The following diagram shows importing an external MySQL database into a MySQL database on Amazon RDS.

Workflow that shows importing an external MySQL database into a MySQL database on Amazon RDS.

Task 1: Create a copy of your existing database

The first step in the process of migrating a large amount of data to an RDS for MariaDB or RDS for MySQL database with minimal downtime is to create a copy of the source data.

The following diagram shows creating a backup of the MySQL database.

Workflow that shows creating a backup of the MySQL database.

You can use the mysqldump utility to create a database backup in either SQL or delimited-text format. In MariaDB 10.5, the client is called mariadb-dump. Starting with MariaDB 11.0.1, you must use mariadb-dump instead of mysqldump. We recommend that you do a test run with each format in a non-production environment to see which method minimizes the amount of time that mysqldump runs.

We also recommend that you weigh mysqldump performance against the benefit offered by using the delimited-text format for loading. A backup using delimited-text format creates a tab-separated text file for each table being dumped. To reduce the amount of time required to import your database, you can load these files in parallel using the LOAD DATA LOCAL INFILE command. For more information, see Load the data for MariaDB or Load the data for MySQL.

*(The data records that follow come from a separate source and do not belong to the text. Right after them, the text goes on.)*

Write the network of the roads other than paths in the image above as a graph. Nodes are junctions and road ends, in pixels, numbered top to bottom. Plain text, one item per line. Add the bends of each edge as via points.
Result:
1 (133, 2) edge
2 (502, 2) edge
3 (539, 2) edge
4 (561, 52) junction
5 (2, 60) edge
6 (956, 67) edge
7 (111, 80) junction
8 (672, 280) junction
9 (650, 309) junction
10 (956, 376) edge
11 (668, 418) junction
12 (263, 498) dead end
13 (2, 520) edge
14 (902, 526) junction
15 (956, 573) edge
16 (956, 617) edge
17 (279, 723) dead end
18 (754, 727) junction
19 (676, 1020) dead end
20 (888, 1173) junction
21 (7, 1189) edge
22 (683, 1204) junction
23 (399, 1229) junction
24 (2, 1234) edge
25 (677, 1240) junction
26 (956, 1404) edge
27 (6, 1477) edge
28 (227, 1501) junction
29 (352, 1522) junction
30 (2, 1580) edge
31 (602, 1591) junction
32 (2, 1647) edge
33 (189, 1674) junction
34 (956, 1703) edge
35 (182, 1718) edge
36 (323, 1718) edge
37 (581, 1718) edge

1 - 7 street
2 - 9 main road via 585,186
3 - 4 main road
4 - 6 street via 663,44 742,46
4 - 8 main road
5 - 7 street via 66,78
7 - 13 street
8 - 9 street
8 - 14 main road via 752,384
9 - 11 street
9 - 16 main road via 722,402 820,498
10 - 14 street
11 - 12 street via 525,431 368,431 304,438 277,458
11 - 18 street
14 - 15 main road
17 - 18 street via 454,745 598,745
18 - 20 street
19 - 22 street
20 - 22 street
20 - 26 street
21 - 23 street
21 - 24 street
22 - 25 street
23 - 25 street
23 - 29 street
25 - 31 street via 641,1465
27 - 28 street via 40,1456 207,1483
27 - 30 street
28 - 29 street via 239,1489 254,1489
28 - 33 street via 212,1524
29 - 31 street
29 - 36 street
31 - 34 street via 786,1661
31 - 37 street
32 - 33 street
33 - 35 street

Before you start the backup operation, make sure to set the replication options on the MariaDB or MySQL database that you are copying to Amazon RDS. The replication options include turning on binary logging and setting a unique server ID. Setting these options causes your server to start logging database transactions and prepares it to be a source replication instance later in this process.

Make sure that you're aware of the following recommendations and considerations:

  • Use the --single-transaction option with mysqldump because it dumps a consistent state of the database. To ensure a valid dump file, don't run data definition language (DDL) statements while mysqldump is running. You can schedule a maintenance window for these operations.

  • Exclude the following schemas from the dump file:

    • sys

    • performance_schema

    • information_schema

    The mysqldump and mariadb-dump utility excludes these schemas by default.

  • If you need to migrate users and privileges, consider using a tool that generates the data control language (DCL) for recreating them, such as the pt-show-grants utility.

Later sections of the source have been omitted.